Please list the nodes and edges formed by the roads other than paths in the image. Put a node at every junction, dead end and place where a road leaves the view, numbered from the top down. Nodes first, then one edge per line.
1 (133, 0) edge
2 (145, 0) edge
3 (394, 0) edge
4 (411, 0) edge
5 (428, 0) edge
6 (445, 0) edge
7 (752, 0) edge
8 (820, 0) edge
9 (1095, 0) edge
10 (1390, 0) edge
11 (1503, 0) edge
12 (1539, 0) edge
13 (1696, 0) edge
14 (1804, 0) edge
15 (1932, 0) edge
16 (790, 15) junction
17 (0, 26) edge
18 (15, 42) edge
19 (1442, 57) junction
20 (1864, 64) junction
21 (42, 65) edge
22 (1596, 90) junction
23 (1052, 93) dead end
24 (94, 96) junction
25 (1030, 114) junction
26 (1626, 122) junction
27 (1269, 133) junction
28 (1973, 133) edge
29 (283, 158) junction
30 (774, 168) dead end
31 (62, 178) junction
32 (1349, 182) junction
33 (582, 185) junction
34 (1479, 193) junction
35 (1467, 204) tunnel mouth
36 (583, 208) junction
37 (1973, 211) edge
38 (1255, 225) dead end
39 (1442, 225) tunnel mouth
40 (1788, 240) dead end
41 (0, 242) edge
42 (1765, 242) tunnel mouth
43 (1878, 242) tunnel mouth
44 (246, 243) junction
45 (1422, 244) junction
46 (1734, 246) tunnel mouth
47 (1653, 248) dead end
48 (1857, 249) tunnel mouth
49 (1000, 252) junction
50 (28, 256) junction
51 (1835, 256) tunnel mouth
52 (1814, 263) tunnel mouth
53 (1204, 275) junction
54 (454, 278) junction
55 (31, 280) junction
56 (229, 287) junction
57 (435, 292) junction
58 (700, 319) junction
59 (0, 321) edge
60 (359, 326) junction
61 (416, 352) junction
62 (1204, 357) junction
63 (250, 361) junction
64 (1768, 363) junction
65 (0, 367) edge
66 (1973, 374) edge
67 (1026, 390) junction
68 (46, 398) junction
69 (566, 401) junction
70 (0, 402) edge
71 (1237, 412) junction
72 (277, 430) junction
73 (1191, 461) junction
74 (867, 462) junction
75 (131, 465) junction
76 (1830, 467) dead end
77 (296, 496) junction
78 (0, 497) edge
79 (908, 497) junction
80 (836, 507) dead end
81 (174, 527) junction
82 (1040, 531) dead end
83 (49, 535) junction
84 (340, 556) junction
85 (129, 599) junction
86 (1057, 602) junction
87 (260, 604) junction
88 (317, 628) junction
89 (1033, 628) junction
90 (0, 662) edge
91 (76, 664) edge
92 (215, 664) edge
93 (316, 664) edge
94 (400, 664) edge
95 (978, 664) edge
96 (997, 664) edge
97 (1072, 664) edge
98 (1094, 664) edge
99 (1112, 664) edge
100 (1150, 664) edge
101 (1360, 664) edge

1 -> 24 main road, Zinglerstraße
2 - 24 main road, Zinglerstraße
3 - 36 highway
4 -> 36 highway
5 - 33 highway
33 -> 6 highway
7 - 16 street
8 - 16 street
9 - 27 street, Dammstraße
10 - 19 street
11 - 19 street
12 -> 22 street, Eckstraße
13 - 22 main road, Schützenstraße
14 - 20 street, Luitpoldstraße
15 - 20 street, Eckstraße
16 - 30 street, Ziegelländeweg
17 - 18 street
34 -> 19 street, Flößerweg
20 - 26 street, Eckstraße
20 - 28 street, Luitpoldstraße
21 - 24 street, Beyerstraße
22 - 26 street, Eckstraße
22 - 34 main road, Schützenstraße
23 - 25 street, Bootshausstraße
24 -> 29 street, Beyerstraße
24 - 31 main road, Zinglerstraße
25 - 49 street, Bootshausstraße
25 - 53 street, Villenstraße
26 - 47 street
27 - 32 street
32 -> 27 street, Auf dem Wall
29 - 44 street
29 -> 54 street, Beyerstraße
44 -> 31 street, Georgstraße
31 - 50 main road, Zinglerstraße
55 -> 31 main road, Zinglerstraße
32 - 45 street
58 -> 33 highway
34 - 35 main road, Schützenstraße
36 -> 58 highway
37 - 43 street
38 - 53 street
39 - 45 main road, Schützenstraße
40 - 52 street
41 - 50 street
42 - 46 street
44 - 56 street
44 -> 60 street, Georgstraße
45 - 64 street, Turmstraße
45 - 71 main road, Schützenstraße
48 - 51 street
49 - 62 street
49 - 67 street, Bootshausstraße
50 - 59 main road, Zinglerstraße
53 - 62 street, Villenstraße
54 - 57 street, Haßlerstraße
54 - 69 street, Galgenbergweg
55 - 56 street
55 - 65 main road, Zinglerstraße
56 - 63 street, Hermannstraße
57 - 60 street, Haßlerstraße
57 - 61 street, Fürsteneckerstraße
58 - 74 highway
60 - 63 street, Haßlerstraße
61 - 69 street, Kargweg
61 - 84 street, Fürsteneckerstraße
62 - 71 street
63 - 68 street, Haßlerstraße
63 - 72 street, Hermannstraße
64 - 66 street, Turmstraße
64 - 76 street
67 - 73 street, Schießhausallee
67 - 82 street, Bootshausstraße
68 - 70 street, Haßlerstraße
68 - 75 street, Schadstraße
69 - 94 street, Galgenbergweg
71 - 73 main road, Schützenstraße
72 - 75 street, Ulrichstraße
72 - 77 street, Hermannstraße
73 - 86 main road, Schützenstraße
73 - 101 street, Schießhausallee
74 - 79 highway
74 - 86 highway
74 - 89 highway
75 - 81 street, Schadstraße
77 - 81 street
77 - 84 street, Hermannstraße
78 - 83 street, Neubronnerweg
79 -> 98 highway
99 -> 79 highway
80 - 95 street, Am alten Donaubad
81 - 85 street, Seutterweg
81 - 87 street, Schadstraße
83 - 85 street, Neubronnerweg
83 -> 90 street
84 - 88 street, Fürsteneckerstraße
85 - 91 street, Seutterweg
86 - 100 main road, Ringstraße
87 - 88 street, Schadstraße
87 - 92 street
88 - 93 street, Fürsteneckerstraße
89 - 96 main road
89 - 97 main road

────────────────────

◆ **Your assignment**:
Each record above should be repeated exactly.

◆ **Response to the exercise**:
Please list the nodes and edges formed by the roads other than paths in the image. Put a node at every junction, dead end and place where a road leaves the view, numbered from the top down. Nodes first, then one edge per line.
1 (133, 0) edge
2 (145, 0) edge
3 (394, 0) edge
4 (411, 0) edge
5 (428, 0) edge
6 (445, 0) edge
7 (752, 0) edge
8 (820, 0) edge
9 (1095, 0) edge
10 (1390, 0) edge
11 (1503, 0) edge
12 (1539, 0) edge
13 (1696, 0) edge
14 (1804, 0) edge
15 (1932, 0) edge
16 (790, 15) junction
17 (0, 26) edge
18 (15, 42) edge
19 (1442, 57) junction
20 (1864, 64) junction
21 (42, 65) edge
22 (1596, 90) junction
23 (1052, 93) dead end
24 (94, 96) junction
25 (1030, 114) junction
26 (1626, 122) junction
27 (1269, 133) junction
28 (1973, 133) edge
29 (283, 158) junction
30 (774, 168) dead end
31 (62, 178) junction
32 (1349, 182) junction
33 (582, 185) junction
34 (1479, 193) junction
35 (1467, 204) tunnel mouth
36 (583, 208) junction
37 (1973, 211) edge
38 (1255, 225) dead end
39 (1442, 225) tunnel mouth
40 (1788, 240) dead end
41 (0, 242) edge
42 (1765, 242) tunnel mouth
43 (1878, 242) tunnel mouth
44 (246, 243) junction
45 (1422, 244) junction
46 (1734, 246) tunnel mouth
47 (1653, 248) dead end
48 (1857, 249) tunnel mouth
49 (1000, 252) junction
50 (28, 256) junction
51 (1835, 256) tunnel mouth
52 (1814, 263) tunnel mouth
53 (1204, 275) junction
54 (454, 278) junction
55 (31, 280) junction
56 (229, 287) junction
57 (435, 292) junction
58 (700, 319) junction
59 (0, 321) edge
60 (359, 326) junction
61 (416, 352) junction
62 (1204, 357) junction
63 (250, 361) junction
64 (1768, 363) junction
65 (0, 367) edge
66 (1973, 374) edge
67 (1026, 390) junction
68 (46, 398) junction
69 (566, 401) junction
70 (0, 402) edge
71 (1237, 412) junction
72 (277, 430) junction
73 (1191, 461) junction
74 (867, 462) junction
75 (131, 465) junction
76 (1830, 467) dead end
77 (296, 496) junction
78 (0, 497) edge
79 (908, 497) junction
80 (836, 507) dead end
81 (174, 527) junction
82 (1040, 531) dead end
83 (49, 535) junction
84 (340, 556) junction
85 (129, 599) junction
86 (1057, 602) junction
87 (260, 604) junction
88 (317, 628) junction
89 (1033, 628) junction
90 (0, 662) edge
91 (76, 664) edge
92 (215, 664) edge
93 (316, 664) edge
94 (400, 664) edge
95 (978, 664) edge
96 (997, 664) edge
97 (1072, 664) edge
98 (1094, 664) edge
99 (1112, 664) edge
100 (1150, 664) edge
101 (1360, 664) edge

1 -> 24 main road, Zinglerstraße
2 - 24 main road, Zinglerstraße
3 - 36 highway
4 -> 36 highway
5 - 33 highway
33 -> 6 highway
7 - 16 street
8 - 16 street
9 - 27 street, Dammstraße
10 - 19 street
11 - 19 street
12 -> 22 street, Eckstraße
13 - 22 main road, Schützenstraße
14 - 20 street, Luitpoldstraße
15 - 20 street, Eckstraße
16 - 30 street, Ziegelländeweg
17 - 18 street
34 -> 19 street, Flößerweg
20 - 26 street, Eckstraße
20 - 28 street, Luitpoldstraße
21 - 24 street, Beyerstraße
22 - 26 street, Eckstraße
22 - 34 main road, Schützenstraße
23 - 25 street, Bootshausstraße
24 -> 29 street, Beyerstraße
24 - 31 main road, Zinglerstraße
25 - 49 street, Bootshausstraße
25 - 53 street, Villenstraße
26 - 47 street
27 - 32 street
32 -> 27 street, Auf dem Wall
29 - 44 street
29 -> 54 street, Beyerstraße
44 -> 31 street, Georgstraße
31 - 50 main road, Zinglerstraße
55 -> 31 main road, Zinglerstraße
32 - 45 street
58 -> 33 highway
34 - 35 main road, Schützenstraße
36 -> 58 highway
37 - 43 street
38 - 53 street
39 - 45 main road, Schützenstraße
40 - 52 street
41 - 50 street
42 - 46 street
44 - 56 street
44 -> 60 street, Georgstraße
45 - 64 street, Turmstraße
45 - 71 main road, Schützenstraße
48 - 51 street
49 - 62 street
49 - 67 street, Bootshausstraße
50 - 59 main road, Zinglerstraße
53 - 62 street, Villenstraße
54 - 57 street, Haßlerstraße
54 - 69 street, Galgenbergweg
55 - 56 street
55 - 65 main road, Zinglerstraße
56 - 63 street, Hermannstraße
57 - 60 street, Haßlerstraße
57 - 61 street, Fürsteneckerstraße
58 - 74 highway
60 - 63 street, Haßlerstraße
61 - 69 street, Kargweg
61 - 84 street, Fürsteneckerstraße
62 - 71 street
63 - 68 street, Haßlerstraße
63 - 72 street, Hermannstraße
64 - 66 street, Turmstraße
64 - 76 street
67 - 73 street, Schießhausallee
67 - 82 street, Bootshausstraße
68 - 70 street, Haßlerstraße
68 - 75 street, Schadstraße
69 - 94 street, Galgenbergweg
71 - 73 main road, Schützenstraße
72 - 75 street, Ulrichstraße
72 - 77 street, Hermannstraße
73 - 86 main road, Schützenstraße
73 - 101 street, Schießhausallee
74 - 79 highway
74 - 86 highway
74 - 89 highway
75 - 81 street, Schadstraße
77 - 81 street
77 - 84 street, Hermannstraße
78 - 83 street, Neubronnerweg
79 -> 98 highway
99 -> 79 highway
80 - 95 street, Am alten Donaubad
81 - 85 street, Seutterweg
81 - 87 street, Schadstraße
83 - 85 street, Neubronnerweg
83 -> 90 street
84 - 88 street, Fürsteneckerstraße
85 - 91 street, Seutterweg
86 - 100 main road, Ringstraße
87 - 88 street, Schadstraße
87 - 92 street
88 - 93 street, Fürsteneckerstraße
89 - 96 main road
89 - 97 main road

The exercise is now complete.